▸ **EXERCISE**
Below are entries; work out how many of their lines include the string "nodes", and reply with the number only.
START TASK MATERIAL
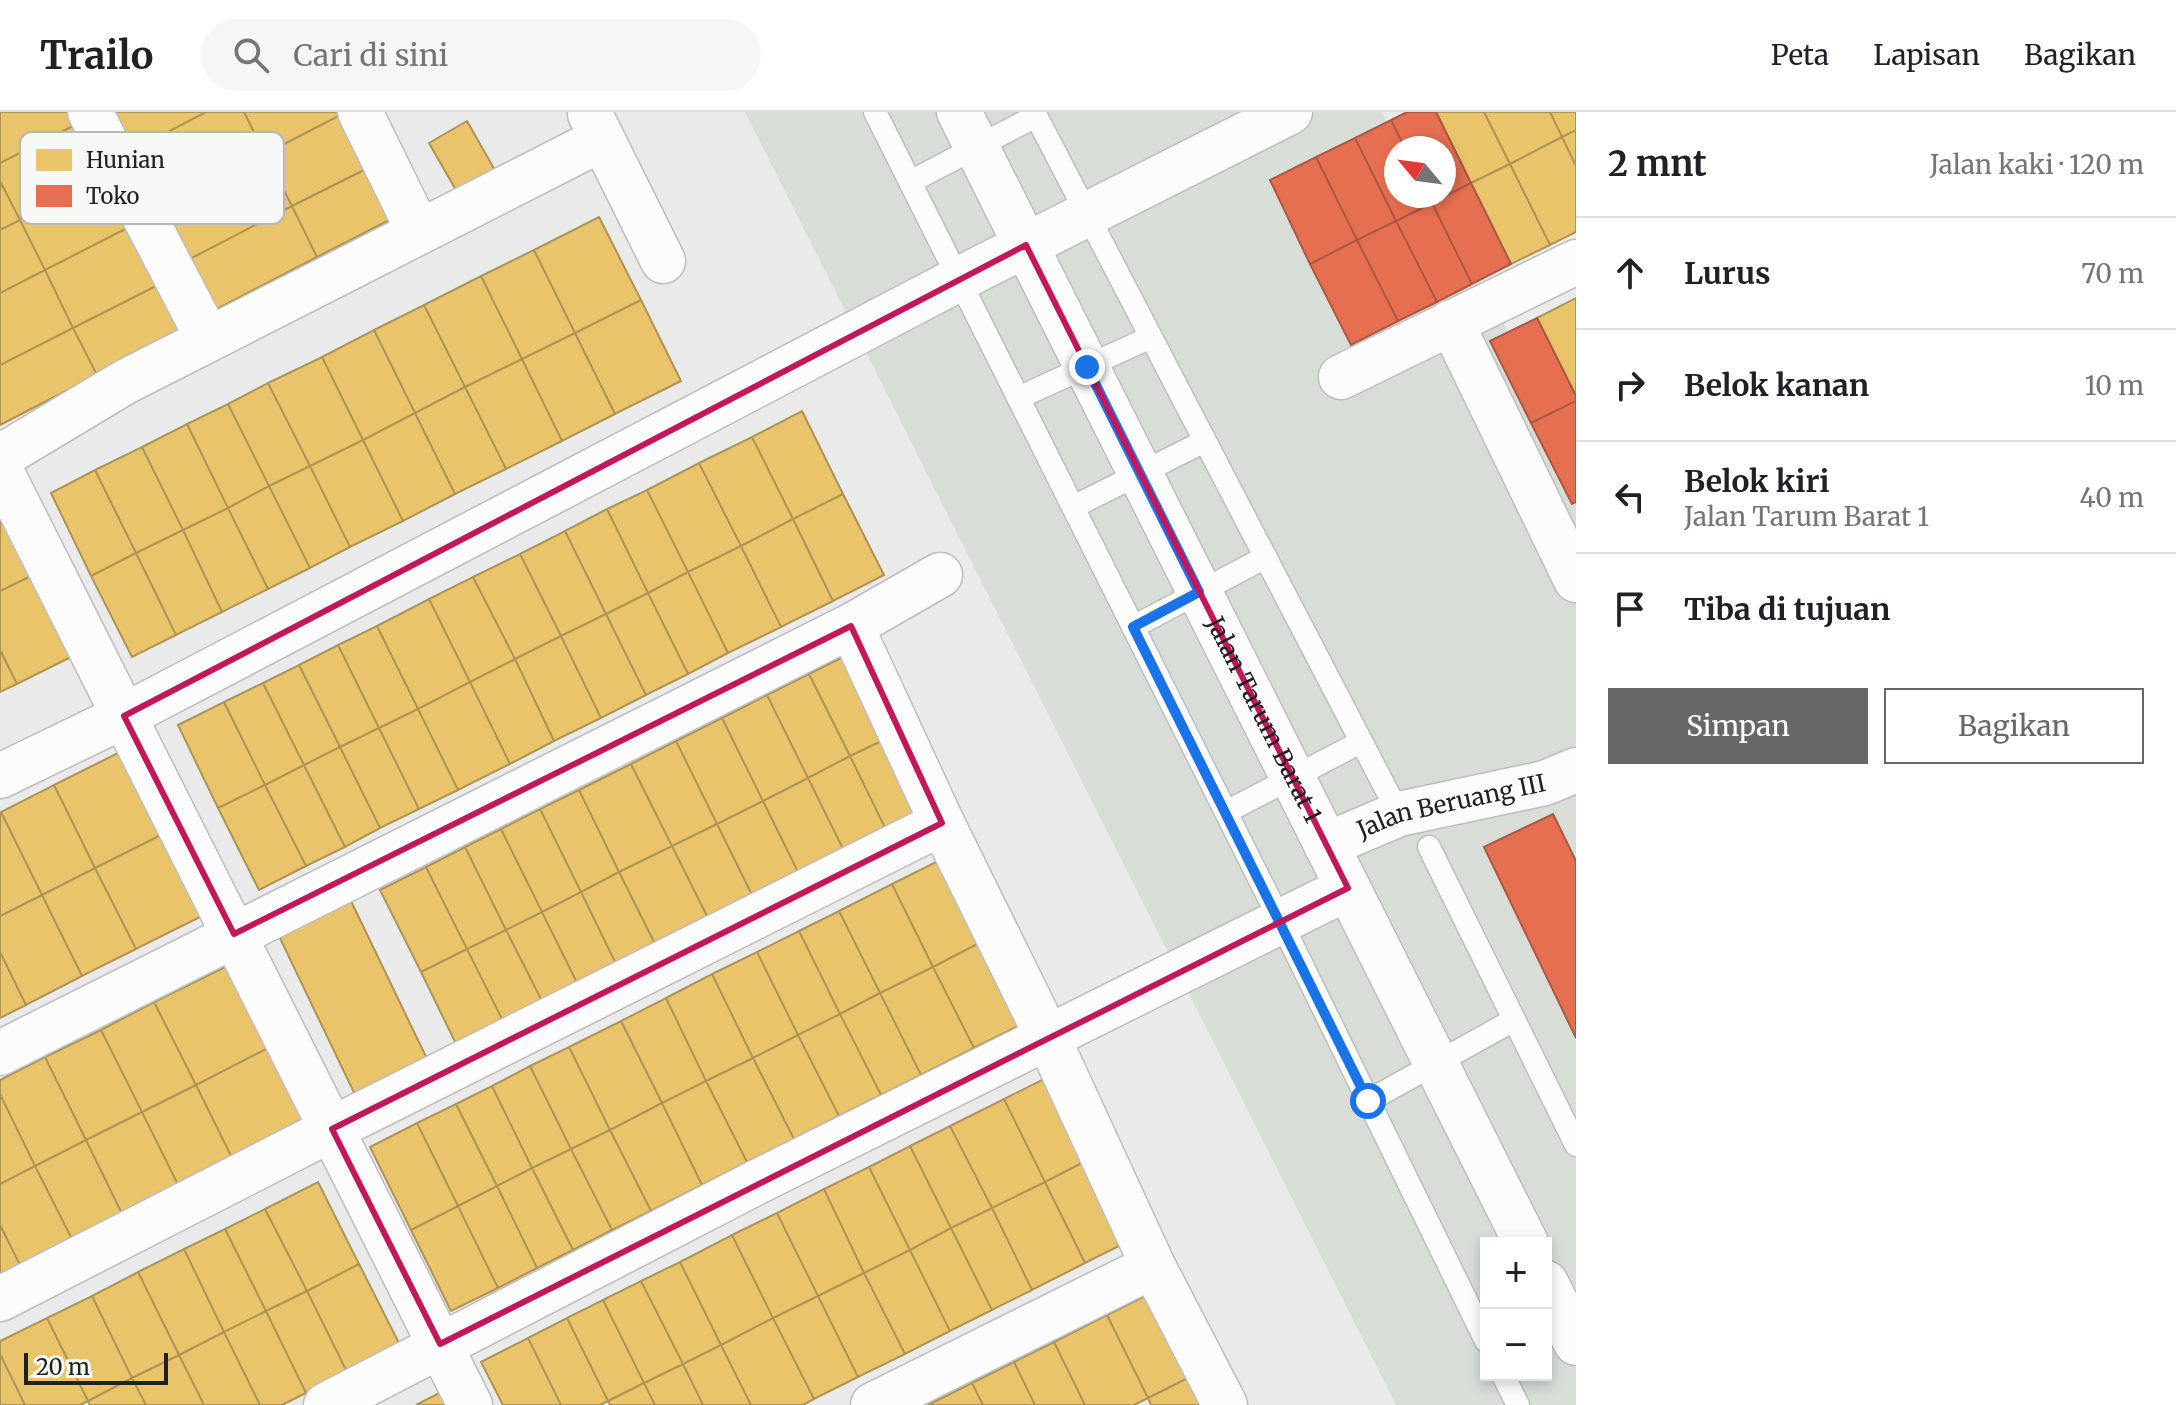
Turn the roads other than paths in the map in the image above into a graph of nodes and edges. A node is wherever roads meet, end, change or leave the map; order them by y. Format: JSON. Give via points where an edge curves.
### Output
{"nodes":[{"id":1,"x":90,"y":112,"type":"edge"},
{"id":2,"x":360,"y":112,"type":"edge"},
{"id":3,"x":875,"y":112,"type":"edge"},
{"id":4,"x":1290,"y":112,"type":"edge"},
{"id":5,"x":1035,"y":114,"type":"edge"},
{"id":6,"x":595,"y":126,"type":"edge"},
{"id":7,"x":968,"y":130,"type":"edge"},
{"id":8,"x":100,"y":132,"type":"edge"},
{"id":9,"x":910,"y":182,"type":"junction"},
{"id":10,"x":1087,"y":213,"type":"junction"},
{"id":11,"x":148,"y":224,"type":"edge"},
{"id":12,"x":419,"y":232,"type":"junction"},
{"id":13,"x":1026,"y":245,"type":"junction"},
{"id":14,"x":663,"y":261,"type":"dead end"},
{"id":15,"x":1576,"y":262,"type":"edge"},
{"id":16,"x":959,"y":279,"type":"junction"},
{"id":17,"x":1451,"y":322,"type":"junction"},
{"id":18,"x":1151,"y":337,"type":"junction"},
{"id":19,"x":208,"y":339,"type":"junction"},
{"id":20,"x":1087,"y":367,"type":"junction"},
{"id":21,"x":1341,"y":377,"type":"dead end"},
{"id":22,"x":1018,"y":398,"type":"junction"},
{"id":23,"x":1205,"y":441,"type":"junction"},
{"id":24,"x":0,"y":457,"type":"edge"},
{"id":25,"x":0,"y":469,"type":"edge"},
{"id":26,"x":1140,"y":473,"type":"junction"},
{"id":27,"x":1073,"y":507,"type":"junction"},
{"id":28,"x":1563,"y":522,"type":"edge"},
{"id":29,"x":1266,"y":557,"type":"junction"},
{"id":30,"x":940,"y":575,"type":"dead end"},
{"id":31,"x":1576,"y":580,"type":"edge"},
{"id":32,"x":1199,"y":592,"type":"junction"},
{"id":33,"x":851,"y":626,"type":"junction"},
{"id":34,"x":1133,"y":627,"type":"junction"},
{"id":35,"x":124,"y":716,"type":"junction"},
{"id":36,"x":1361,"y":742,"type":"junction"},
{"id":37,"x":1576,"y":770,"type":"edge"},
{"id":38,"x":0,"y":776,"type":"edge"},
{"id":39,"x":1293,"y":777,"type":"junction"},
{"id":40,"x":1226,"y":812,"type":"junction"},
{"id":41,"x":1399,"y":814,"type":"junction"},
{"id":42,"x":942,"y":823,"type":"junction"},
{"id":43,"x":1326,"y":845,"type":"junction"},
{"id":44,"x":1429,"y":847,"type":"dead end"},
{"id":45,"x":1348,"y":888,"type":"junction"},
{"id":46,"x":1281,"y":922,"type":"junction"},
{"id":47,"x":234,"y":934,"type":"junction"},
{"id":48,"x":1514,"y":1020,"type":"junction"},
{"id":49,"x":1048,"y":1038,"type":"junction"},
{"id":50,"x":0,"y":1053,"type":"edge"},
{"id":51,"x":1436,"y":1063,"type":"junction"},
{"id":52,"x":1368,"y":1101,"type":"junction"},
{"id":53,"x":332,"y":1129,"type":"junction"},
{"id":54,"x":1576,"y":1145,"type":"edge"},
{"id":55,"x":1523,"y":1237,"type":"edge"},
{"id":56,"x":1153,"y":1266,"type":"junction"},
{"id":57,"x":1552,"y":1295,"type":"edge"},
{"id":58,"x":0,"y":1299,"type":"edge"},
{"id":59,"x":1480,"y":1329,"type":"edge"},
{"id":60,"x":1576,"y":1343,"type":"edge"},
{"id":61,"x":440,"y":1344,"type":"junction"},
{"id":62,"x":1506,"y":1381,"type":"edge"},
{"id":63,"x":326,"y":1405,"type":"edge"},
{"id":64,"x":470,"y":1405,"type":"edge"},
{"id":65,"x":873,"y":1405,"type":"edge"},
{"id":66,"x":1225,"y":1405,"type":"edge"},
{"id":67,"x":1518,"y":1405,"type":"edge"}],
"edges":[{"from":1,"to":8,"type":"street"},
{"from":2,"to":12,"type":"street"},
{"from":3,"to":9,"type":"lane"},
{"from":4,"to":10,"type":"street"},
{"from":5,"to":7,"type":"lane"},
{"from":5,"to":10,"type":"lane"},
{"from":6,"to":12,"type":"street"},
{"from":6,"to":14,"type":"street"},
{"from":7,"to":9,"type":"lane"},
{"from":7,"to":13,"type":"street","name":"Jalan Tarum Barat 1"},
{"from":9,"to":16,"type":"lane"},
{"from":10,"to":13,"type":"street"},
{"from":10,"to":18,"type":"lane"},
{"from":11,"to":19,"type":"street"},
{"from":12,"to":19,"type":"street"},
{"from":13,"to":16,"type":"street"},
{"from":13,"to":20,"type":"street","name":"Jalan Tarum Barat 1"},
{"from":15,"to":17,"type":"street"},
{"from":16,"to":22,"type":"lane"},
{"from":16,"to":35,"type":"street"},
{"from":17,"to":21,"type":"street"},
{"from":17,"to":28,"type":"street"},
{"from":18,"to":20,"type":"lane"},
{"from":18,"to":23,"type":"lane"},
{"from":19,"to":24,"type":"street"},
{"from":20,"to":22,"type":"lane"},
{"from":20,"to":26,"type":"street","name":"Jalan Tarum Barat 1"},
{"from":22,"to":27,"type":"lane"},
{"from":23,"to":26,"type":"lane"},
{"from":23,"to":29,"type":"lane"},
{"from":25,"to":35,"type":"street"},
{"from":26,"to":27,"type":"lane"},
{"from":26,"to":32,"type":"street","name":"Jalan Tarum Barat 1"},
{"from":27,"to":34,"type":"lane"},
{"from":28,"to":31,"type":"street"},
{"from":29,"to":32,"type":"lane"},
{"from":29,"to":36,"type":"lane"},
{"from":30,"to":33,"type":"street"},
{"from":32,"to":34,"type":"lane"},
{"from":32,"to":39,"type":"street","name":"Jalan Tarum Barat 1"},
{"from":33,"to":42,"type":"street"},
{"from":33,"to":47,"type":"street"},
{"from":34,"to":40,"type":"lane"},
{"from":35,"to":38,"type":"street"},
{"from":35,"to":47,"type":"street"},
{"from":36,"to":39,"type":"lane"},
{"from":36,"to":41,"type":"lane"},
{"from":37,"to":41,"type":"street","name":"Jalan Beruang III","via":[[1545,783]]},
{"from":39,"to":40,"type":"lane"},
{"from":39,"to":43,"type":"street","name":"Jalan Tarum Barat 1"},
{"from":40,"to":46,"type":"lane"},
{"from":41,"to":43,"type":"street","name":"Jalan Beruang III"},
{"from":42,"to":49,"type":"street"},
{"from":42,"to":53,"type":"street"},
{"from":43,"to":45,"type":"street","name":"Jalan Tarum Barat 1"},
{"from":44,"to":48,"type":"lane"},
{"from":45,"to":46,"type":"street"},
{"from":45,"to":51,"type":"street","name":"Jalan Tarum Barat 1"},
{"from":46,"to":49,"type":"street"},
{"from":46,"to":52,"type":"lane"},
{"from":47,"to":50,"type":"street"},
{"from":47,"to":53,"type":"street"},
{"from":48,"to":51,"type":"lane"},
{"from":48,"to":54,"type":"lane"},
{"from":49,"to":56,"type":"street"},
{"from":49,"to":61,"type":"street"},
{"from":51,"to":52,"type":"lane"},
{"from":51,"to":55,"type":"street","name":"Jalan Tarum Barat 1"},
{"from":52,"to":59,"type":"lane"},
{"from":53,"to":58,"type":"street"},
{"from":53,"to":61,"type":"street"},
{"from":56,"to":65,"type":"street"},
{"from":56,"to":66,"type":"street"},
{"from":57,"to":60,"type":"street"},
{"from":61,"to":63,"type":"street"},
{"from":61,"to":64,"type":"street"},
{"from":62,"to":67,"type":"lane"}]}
END TASK MATERIAL
▸ **WORKED SOLUTION**
2